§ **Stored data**
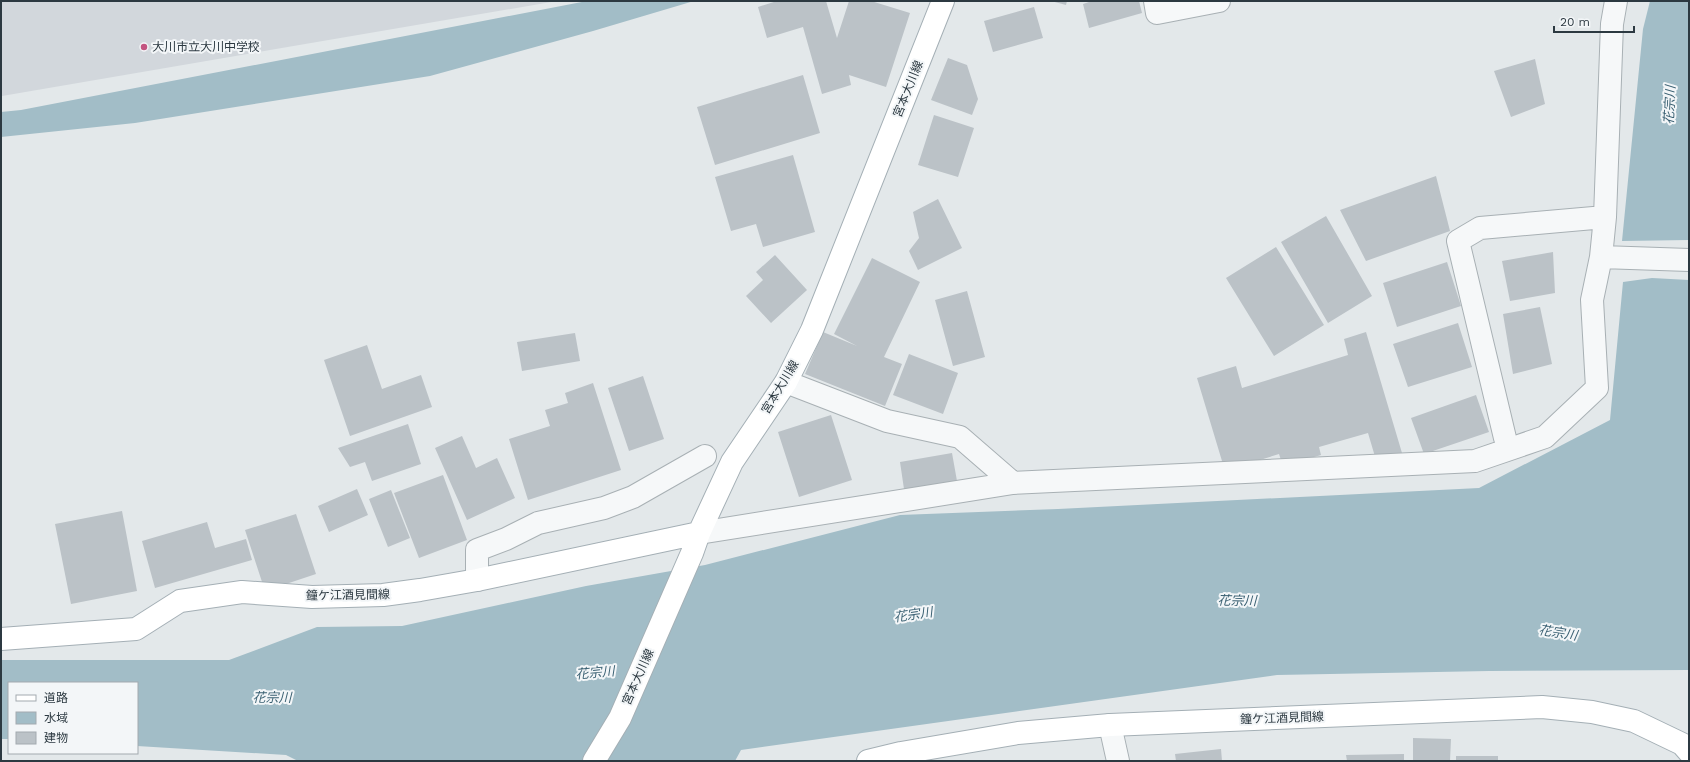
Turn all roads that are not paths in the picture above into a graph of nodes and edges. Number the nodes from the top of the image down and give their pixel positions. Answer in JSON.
{"nodes":[{"id":1,"x":943,"y":1,"type":"edge"},
{"id":2,"x":1155,"y":1,"type":"edge"},
{"id":3,"x":1219,"y":1,"type":"edge"},
{"id":4,"x":1616,"y":1,"type":"edge"},
{"id":5,"x":1605,"y":217,"type":"junction"},
{"id":6,"x":1601,"y":257,"type":"junction"},
{"id":7,"x":1689,"y":260,"type":"edge"},
{"id":8,"x":786,"y":382,"type":"junction"},
{"id":9,"x":1505,"y":438,"type":"dead end"},
{"id":10,"x":705,"y":456,"type":"dead end"},
{"id":11,"x":1014,"y":483,"type":"junction"},
{"id":12,"x":699,"y":533,"type":"junction"},
{"id":13,"x":477,"y":580,"type":"junction"},
{"id":14,"x":1,"y":639,"type":"edge"},
{"id":15,"x":1110,"y":725,"type":"junction"},
{"id":16,"x":1689,"y":752,"type":"edge"},
{"id":17,"x":927,"y":755,"type":"edge"},
{"id":18,"x":594,"y":761,"type":"edge"},
{"id":19,"x":868,"y":761,"type":"edge"},
{"id":20,"x":1118,"y":761,"type":"edge"}],
"edges":[{"from":1,"to":8,"type":"main road","name":"宮本大川線"},
{"from":2,"to":3,"type":"street"},
{"from":4,"to":5,"type":"street"},
{"from":5,"to":6,"type":"street"},
{"from":5,"to":9,"type":"street"},
{"from":6,"to":7,"type":"street"},
{"from":6,"to":11,"type":"street"},
{"from":8,"to":11,"type":"street"},
{"from":8,"to":12,"type":"main road","name":"宮本大川線"},
{"from":10,"to":13,"type":"street"},
{"from":11,"to":12,"type":"street"},
{"from":12,"to":13,"type":"main road","name":"鐘ケ江酒見間線"},
{"from":12,"to":18,"type":"main road","name":"宮本大川線"},
{"from":13,"to":14,"type":"main road","name":"鐘ケ江酒見間線"},
{"from":15,"to":16,"type":"main road","name":"鐘ケ江酒見間線"},
{"from":15,"to":17,"type":"main road","name":"鐘ケ江酒見間線"},
{"from":15,"to":20,"type":"street"},
{"from":17,"to":19,"type":"main road","name":"鐘ケ江酒見間線"}]}
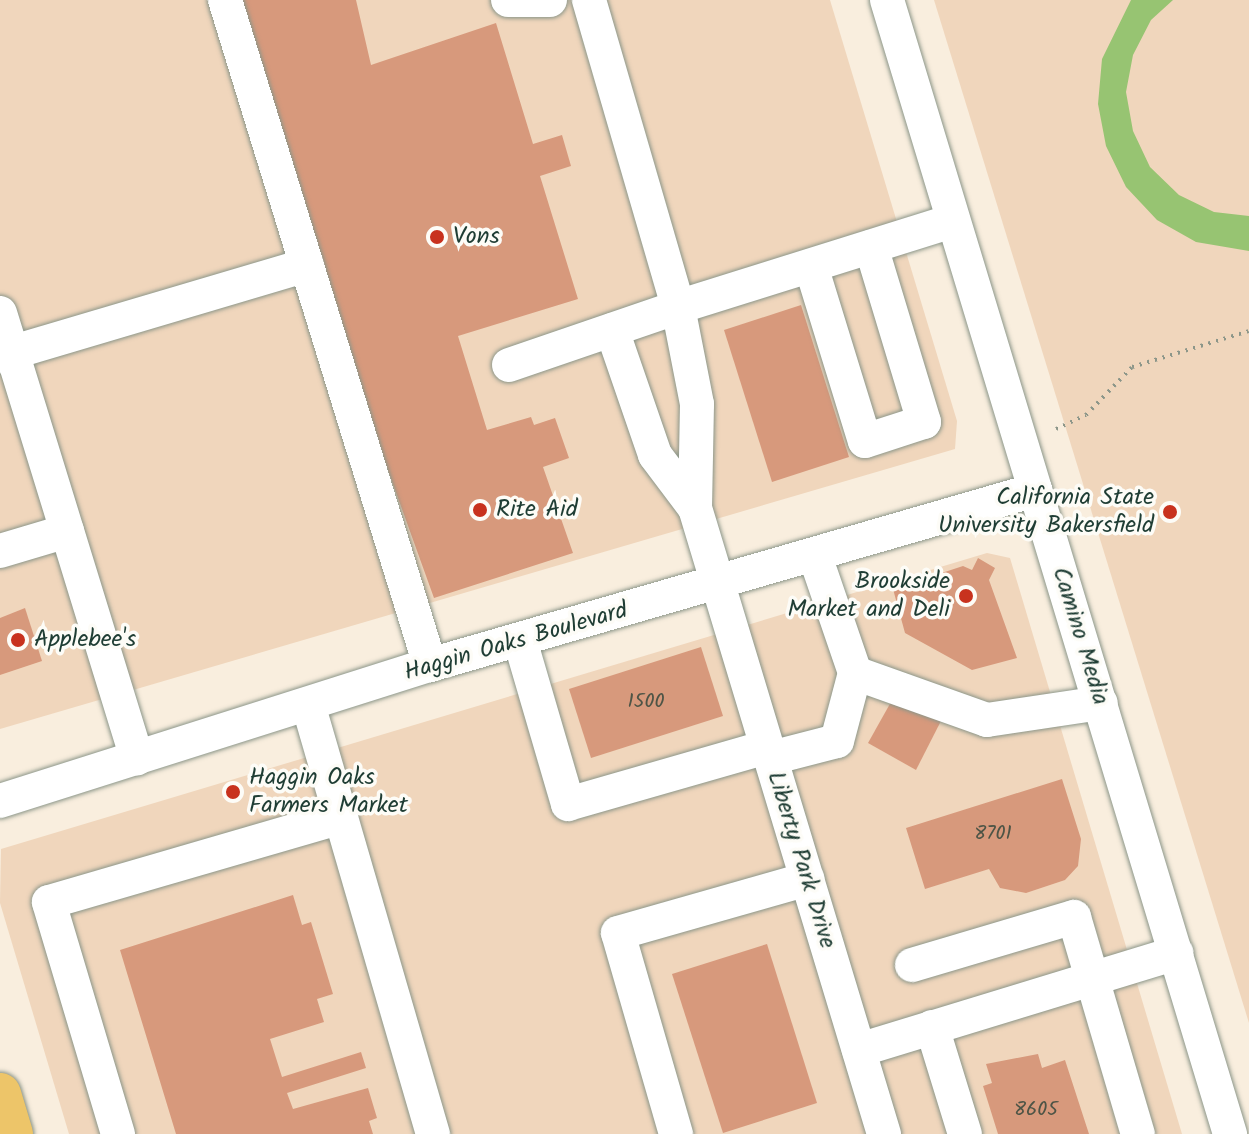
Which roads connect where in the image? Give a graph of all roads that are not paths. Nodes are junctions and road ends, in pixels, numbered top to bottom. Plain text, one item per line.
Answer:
1 (225, 0) edge
2 (508, 0) edge
3 (550, 0) edge
4 (589, 0) edge
5 (887, 0) edge
6 (953, 221) junction
7 (871, 247) junction
8 (307, 265) junction
9 (811, 266) junction
10 (678, 307) junction
11 (0, 313) edge
12 (612, 330) junction
13 (6, 354) edge
14 (509, 365) dead end
15 (1035, 490) junction
16 (695, 508) junction
17 (67, 531) junction
18 (0, 551) edge
19 (815, 556) junction
20 (719, 585) junction
21 (520, 640) junction
22 (430, 665) junction
23 (855, 673) junction
24 (1101, 703) junction
25 (308, 704) junction
26 (769, 753) junction
27 (137, 758) junction
28 (0, 801) edge
29 (341, 817) junction
30 (807, 879) junction
31 (1176, 953) junction
32 (912, 965) dead end
33 (1092, 979) junction
34 (932, 1027) junction
35 (859, 1050) junction
36 (0, 1094) edge
37 (878, 1132) edge
38 (12, 1134) edge
39 (118, 1134) edge
40 (433, 1134) edge
41 (676, 1134) edge
42 (965, 1134) edge
43 (1138, 1134) edge
44 (1230, 1134) edge

1 - 8 street
2 - 3 street
4 - 10 street
5 - 6 street, Camino Media
6 - 7 street
6 - 15 street, Camino Media
7 - 9 street
7 - 9 street
8 - 13 street
8 - 22 street
9 - 10 street
10 - 12 street
10 - 16 street
11 - 13 street
12 - 14 street
12 - 16 street
13 - 17 street
15 - 19 street, Haggin Oaks Boulevard
15 - 24 street, Camino Media
16 - 20 street, Liberty Park Drive
17 - 18 street
17 - 27 street
19 - 20 street, Haggin Oaks Boulevard
19 - 23 street
20 - 21 street, Haggin Oaks Boulevard
20 - 26 street, Liberty Park Drive
21 - 22 street, Haggin Oaks Boulevard
21 - 26 street
22 - 25 street, Haggin Oaks Boulevard
23 - 24 street
23 - 26 street
24 - 31 street, Camino Media
25 - 27 street, Haggin Oaks Boulevard
25 - 29 street
26 - 30 street, Liberty Park Drive
27 - 28 street, Haggin Oaks Boulevard
29 - 39 street
29 - 40 street
30 - 35 street, Liberty Park Drive
30 - 41 street
31 - 33 street
31 - 44 street, Camino Media
32 - 33 street
33 - 34 street
33 - 43 street
34 - 35 street
34 - 42 street
35 - 37 street, Liberty Park Drive
36 - 38 main road

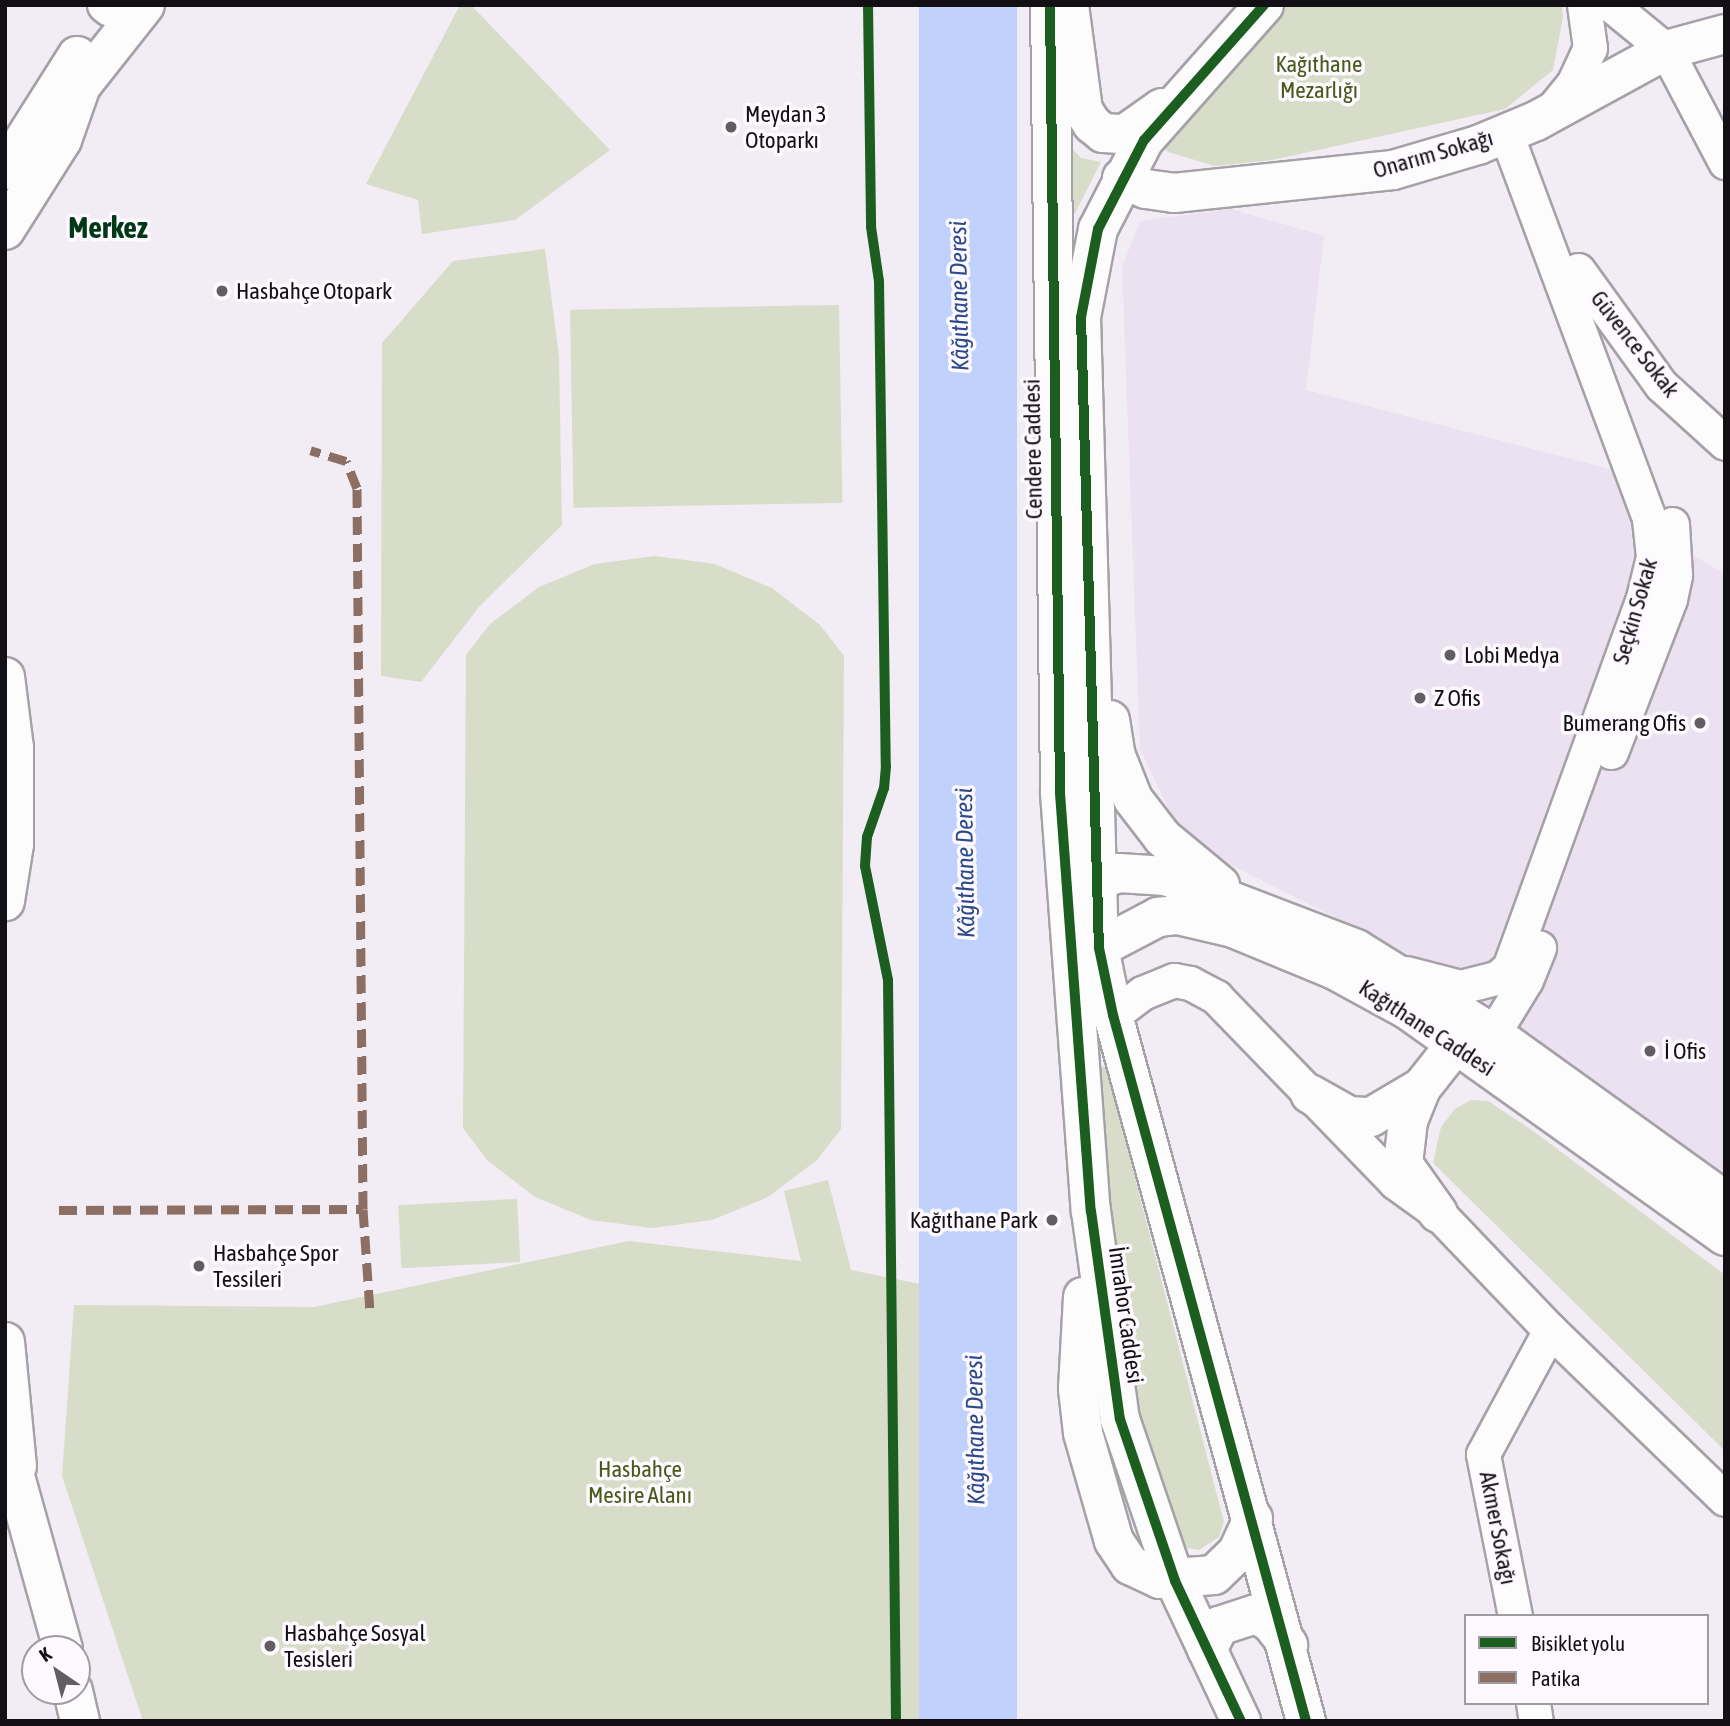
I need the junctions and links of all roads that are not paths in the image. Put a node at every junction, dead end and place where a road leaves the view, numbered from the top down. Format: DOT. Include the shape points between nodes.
graph roads {
  1 [pos="1050,5"];
  2 [pos="1069,5"];
  3 [pos="1264,5"];
  4 [pos="1584,5"];
  5 [pos="1611,5"];
  6 [pos="117,6"];
  7 [pos="1725,34"];
  8 [pos="1666,50"];
  9 [pos="1188,86"];
  10 [pos="1525,125"];
  11 [pos="1725,162"];
  12 [pos="5,170"];
  13 [pos="1122,178"];
  14 [pos="5,230"];
  15 [pos="1578,270"];
  16 [pos="1725,443"];
  17 [pos="1092,653"];
  18 [pos="5,677"];
  19 [pos="10,833"];
  20 [pos="1079,886"];
  21 [pos="5,901"];
  22 [pos="1254,906"];
  23 [pos="1099,948"];
  24 [pos="1388,969"];
  25 [pos="1113,1015"];
  26 [pos="1493,1034"];
  27 [pos="1456,1044"];
  28 [pos="1422,1087"];
  29 [pos="1310,1094"];
  30 [pos="1725,1201"];
  31 [pos="1438,1213"];
  32 [pos="1725,1236"];
  33 [pos="1550,1330"];
  34 [pos="5,1342"];
  35 [pos="5,1440"];
  36 [pos="17,1475"];
  37 [pos="1724,1500"];
  38 [pos="1253,1518"];
  39 [pos="1175,1581"];
  40 [pos="1515,1614"];
  41 [pos="59,1635"];
  42 [pos="1288,1645"];
  43 [pos="1207,1650"];
  44 [pos="1241,1721"];
  45 [pos="1306,1721"];
  1 -- 20 [label="main road, Cendere Caddesi"];
  2 -- 9 [label="main road" via="1083,110 1103,133 1125,134 1143,126"];
  3 -- 9 [label="main road"];
  4 -- 10 [label="street" via="1590,48 1573,85"];
  5 -- 8 [label="street"];
  6 -- 12 [label="main road" via="30,125"];
  6 -- 14 [label="main road" via="80,86 62,140"];
  7 -- 8 [label="main road, Onarım Sokağı"];
  8 -- 10 [label="main road, Onarım Sokağı"];
  8 -- 11 [label="street"];
  9 -- 13 [label="main road, Cendere Caddesi" via="1144,140"];
  10 -- 13 [label="main road, Onarım Sokağı" via="1393,170 1174,193 1146,190"];
  10 -- 15 [label="street, Seçkin Sokak"];
  10 -- 24 [label="street, Seçkin Sokak" via="1649,517 1653,557 1639,611 1509,968 1497,978 1460,986"];
  13 -- 17 [label="main road, Cendere Caddesi" via="1091,251 1081,317"];
  15 -- 16 [label="street, Güvence Sokak" via="1661,385"];
  15 -- 26 [label="street, Seçkin Sokak" via="1662,489 1673,528 1675,575 1526,981"];
  17 -- 20 [label="main road, Cendere Caddesi"];
  17 -- 22 [label="main road" via="1108,697 1115,755 1133,799 1183,856"];
  18 -- 19 [label="main road" via="14,748"];
  19 -- 21 [label="main road"];
  20 -- 22 [label="main road, Kağıthane Caddesi" via="1146,872"];
  20 -- 23 [label="main road, Cendere Caddesi"];
  20 -- 39 [label="main road" via="1091,1211 1078,1389 1083,1433 1114,1541 1130,1565 1144,1574"];
  22 -- 24 [label="main road, Kağıthane Caddesi" via="1356,949"];
  23 -- 25 [label="main road"];
  23 -- 27 [label="main road, Kağıthane Caddesi" via="1158,917 1199,918 1335,970 1408,1010"];
  24 -- 26 [label="main road, Kağıthane Caddesi"];
  25 -- 29 [label="street" via="1160,983 1190,983 1216,997"];
  25 -- 38 [label="main road"];
  26 -- 27 [label="main road"];
  26 -- 30 [label="main road, Kağıthane Caddesi"];
  27 -- 28 [label="main road"];
  27 -- 32 [label="main road, Kağıthane Caddesi"];
  28 -- 29 [label="main road" via="1371,1118 1349,1116"];
  28 -- 31 [label="main road" via="1408,1121 1404,1164"];
  29 -- 31 [label="street" via="1395,1182"];
  31 -- 33 [label="street"];
  33 -- 37 [label="street"];
  33 -- 40 [label="street, Akmer Sokağı" via="1483,1454"];
  34 -- 36 [label="main road"];
  35 -- 36 [label="main road"];
  36 -- 41 [label="main road"];
  38 -- 39 [label="main road" via="1226,1567 1214,1575"];
  38 -- 42 [label="main road"];
  39 -- 43 [label="main road"];
  42 -- 43 [label="main road" via="1257,1614 1220,1626"];
  42 -- 45 [label="main road"];
  43 -- 44 [label="main road"];
}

§ **Exercise brief**
Write down how many lines above contain the string "Seçkin", and nothing besides.

§ **Response to this task**
3